● AIM OF THE TASK:
Copy each line below in which the word "lane" occurs.

[Collected data]
= Beginning of Section =

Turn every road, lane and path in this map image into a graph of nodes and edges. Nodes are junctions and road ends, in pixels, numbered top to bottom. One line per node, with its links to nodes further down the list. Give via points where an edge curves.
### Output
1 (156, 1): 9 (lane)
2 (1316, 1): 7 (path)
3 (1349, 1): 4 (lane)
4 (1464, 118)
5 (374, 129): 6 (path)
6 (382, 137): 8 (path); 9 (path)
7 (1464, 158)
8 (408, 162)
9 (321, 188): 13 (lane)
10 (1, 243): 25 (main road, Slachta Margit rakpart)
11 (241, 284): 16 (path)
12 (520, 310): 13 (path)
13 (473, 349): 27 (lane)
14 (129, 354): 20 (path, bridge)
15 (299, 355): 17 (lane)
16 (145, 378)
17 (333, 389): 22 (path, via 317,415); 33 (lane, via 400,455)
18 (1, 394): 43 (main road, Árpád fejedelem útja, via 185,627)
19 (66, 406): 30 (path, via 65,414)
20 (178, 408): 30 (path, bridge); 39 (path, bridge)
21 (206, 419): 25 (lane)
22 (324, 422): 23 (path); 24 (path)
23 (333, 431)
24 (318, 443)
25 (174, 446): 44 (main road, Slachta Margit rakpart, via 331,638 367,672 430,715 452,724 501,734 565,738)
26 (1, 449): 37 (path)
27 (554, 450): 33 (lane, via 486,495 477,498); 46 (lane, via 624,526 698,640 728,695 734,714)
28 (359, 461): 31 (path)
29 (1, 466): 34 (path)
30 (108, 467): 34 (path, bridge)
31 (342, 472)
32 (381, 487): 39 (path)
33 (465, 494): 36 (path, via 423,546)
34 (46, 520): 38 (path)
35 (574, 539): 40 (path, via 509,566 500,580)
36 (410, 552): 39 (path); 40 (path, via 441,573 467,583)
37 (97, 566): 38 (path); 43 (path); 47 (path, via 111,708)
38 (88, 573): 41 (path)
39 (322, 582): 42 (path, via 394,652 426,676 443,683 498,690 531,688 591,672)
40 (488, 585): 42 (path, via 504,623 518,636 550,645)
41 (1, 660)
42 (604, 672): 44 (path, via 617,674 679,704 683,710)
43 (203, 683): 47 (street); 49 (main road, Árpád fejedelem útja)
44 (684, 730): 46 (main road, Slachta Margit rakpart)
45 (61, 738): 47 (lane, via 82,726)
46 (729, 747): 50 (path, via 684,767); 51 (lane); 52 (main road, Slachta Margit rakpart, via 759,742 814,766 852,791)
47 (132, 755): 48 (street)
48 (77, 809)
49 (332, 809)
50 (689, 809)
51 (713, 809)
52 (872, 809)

= End of Section =

● RESPONSE TO THIS TASK:
Turn every road, lane and path in this map image into a graph of nodes and edges. Nodes are junctions and road ends, in pixels, numbered top to bottom. One line per node, with its links to nodes further down the list. Give via points where an edge curves.
1 (156, 1): 9 (lane)
3 (1349, 1): 4 (lane)
9 (321, 188): 13 (lane)
13 (473, 349): 27 (lane)
15 (299, 355): 17 (lane)
17 (333, 389): 22 (path, via 317,415); 33 (lane, via 400,455)
21 (206, 419): 25 (lane)
27 (554, 450): 33 (lane, via 486,495 477,498); 46 (lane, via 624,526 698,640 728,695 734,714)
45 (61, 738): 47 (lane, via 82,726)
46 (729, 747): 50 (path, via 684,767); 51 (lane); 52 (main road, Slachta Margit rakpart, via 759,742 814,766 852,791)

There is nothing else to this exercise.